According to the report, the Strategic Sustainability Performance Plan articulates the DOD's sustainability vision to maintain the ability to operate into the future without decline in the mission or the supporting natural and man-made systems. DOD has established three broad adaptation goals:

  1. Goal 1: Identify and assess the effects of climate change on DOD
  2. Goal 2: Integrate climate change considerations across DOD and manage associated risks
  3. Goal 3: Collaborate with internal and external stakeholders on climate change challenges

For DOD, these goals are supported by four lines of effort: plans and operations; training and testing; built and natural infrastructure; and, acquisition and supply chain.

What is important to note with DOD's issuance of this new report is the shifting view of climate change and how it might impact national security. Traditionally, DOD's focus was on ensuring that U.S. military installations were adapting to climate change impacts such as coastal naval bases and concerns over rising sea levels. This new report makes clear that DOD is considering climate change in a more strategic manner in terms of how such impacts may cause greater problems in regions where conflicts already exist including for example political unrest related to drought or food shortages.

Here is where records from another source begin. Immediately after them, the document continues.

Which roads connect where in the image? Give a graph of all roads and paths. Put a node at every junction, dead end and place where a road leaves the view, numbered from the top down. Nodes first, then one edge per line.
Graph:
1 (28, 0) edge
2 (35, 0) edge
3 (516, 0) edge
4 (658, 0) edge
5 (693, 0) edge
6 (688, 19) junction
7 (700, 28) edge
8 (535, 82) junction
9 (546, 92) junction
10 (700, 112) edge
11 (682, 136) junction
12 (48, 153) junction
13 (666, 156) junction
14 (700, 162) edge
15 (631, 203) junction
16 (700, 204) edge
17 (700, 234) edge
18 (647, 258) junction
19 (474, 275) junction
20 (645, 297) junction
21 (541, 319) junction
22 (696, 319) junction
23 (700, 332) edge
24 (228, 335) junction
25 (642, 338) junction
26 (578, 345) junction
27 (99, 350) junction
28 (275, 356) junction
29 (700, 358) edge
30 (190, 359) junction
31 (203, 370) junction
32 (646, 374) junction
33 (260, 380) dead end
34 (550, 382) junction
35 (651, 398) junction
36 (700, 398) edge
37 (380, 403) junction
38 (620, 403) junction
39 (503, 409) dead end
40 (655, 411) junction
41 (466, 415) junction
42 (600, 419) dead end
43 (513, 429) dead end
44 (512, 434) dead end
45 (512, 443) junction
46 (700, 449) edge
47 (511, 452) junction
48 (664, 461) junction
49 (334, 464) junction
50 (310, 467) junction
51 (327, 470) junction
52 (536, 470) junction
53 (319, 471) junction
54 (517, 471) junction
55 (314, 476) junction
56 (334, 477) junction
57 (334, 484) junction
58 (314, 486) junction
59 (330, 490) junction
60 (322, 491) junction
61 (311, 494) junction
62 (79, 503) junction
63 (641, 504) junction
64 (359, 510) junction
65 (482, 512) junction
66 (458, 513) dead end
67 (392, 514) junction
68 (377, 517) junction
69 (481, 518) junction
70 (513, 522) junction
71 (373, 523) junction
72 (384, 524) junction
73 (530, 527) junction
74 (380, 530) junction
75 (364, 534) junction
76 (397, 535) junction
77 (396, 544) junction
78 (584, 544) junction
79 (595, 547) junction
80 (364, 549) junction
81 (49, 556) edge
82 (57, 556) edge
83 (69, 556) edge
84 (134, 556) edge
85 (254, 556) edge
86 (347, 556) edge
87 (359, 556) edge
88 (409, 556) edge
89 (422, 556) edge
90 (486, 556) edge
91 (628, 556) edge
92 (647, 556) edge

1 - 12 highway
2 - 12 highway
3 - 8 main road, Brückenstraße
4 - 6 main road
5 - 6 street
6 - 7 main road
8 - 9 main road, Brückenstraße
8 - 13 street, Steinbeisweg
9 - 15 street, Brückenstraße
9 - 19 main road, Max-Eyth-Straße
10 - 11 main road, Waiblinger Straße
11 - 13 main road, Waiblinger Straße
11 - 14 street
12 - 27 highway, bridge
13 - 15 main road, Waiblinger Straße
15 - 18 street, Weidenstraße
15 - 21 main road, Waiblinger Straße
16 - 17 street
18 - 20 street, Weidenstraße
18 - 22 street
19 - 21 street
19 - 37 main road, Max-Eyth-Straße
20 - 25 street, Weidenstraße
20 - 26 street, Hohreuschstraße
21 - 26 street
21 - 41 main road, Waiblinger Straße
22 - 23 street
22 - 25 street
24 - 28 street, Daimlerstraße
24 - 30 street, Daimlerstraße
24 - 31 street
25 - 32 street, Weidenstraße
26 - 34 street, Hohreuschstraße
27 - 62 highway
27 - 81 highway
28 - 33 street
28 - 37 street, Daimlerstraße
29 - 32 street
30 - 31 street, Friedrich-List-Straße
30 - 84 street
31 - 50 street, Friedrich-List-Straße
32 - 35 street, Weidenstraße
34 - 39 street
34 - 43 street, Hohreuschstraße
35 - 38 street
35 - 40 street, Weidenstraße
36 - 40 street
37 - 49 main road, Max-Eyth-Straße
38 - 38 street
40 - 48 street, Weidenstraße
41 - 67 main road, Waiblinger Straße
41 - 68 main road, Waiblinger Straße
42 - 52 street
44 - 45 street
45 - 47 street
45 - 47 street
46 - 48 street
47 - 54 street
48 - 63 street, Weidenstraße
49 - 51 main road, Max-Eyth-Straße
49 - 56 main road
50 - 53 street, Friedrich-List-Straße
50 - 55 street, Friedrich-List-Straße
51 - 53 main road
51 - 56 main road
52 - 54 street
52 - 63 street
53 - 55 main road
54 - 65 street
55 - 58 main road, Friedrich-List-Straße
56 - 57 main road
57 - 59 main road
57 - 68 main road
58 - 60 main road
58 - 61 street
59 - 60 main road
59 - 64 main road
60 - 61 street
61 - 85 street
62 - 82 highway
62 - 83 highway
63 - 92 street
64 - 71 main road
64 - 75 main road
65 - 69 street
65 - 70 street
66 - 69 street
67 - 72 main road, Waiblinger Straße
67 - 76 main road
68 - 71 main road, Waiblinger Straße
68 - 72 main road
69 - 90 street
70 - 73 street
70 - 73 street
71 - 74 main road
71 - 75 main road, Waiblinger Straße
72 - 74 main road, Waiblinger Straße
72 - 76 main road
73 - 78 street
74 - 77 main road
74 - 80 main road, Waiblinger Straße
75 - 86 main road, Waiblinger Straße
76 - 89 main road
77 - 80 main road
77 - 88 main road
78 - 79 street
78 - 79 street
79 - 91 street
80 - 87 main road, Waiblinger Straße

Many commentators believe that the increased priority by DOD on climate change may signal the Administration's plans for more cooperation and support of international climate change negotiations on a proposed new United Nations climate change agreement to be addressed next year in Paris. Others have been critical of the Administration's interest in climate change issues when they believe there are many more important challenges that DOD should focus on like how to manage ISIS.